- **PROBLEM**: In the records that follow, count each line where the string "Janeiro" occurs. Provide the total and no other text.

- **DATASET RECORDS**:
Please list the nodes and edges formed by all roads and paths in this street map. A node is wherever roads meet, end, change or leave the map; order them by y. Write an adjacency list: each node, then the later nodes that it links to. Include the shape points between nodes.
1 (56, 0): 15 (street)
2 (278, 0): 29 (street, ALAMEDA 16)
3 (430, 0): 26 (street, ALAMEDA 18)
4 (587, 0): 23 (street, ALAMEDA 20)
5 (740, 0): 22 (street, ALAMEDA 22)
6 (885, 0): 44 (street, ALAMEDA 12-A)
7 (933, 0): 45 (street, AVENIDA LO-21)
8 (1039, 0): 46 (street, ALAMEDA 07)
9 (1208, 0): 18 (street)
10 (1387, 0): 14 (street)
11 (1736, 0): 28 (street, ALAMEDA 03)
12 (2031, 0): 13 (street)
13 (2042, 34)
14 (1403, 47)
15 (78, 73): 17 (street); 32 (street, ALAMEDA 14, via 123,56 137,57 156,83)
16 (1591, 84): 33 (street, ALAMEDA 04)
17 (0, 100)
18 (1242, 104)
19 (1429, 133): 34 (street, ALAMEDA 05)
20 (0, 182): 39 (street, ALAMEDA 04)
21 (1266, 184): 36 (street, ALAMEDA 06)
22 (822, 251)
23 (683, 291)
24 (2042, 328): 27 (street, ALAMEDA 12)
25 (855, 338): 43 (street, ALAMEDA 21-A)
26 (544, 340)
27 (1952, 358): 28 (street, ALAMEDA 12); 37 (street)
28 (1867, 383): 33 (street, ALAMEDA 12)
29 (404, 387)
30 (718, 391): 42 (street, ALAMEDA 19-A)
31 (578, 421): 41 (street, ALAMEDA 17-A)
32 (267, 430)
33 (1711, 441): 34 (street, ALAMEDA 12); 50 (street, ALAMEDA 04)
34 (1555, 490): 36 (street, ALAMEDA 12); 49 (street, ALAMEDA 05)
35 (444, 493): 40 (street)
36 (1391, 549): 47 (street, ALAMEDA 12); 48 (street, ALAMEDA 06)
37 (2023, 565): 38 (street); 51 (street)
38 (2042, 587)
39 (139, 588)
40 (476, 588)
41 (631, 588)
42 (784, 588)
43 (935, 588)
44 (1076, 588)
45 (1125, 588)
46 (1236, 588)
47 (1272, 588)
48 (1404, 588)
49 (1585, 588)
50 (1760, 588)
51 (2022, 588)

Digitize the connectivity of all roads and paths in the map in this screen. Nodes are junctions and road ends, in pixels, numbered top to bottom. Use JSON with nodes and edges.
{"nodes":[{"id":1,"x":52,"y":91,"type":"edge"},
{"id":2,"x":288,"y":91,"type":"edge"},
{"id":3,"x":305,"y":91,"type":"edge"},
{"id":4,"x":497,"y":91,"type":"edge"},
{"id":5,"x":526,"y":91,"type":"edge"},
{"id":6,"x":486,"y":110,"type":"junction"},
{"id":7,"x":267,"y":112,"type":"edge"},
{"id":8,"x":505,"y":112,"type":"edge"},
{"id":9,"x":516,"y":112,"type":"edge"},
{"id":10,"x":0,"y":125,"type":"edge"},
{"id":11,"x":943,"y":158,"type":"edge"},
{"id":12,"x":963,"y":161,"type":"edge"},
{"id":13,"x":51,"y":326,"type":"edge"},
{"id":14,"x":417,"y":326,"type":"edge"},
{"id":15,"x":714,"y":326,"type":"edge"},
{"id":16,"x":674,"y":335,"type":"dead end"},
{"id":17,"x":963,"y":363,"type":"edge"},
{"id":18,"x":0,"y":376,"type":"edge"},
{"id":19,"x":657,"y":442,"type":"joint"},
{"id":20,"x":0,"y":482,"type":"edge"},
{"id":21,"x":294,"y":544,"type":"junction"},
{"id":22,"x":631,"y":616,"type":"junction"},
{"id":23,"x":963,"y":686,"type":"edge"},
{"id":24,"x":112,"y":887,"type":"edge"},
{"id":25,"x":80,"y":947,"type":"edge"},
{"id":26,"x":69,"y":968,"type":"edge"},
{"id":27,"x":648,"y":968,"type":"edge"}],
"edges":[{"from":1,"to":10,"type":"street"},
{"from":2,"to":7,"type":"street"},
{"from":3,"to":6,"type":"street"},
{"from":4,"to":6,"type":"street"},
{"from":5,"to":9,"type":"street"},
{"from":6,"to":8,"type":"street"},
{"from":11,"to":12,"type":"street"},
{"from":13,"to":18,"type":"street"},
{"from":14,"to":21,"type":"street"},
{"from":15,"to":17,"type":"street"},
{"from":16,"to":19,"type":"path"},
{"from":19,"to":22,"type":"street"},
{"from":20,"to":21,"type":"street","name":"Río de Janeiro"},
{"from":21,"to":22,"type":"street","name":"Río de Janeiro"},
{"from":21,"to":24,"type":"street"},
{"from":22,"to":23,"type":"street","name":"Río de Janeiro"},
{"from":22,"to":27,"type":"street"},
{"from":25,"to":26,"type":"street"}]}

- **RESULT OF THIS TASK**: 3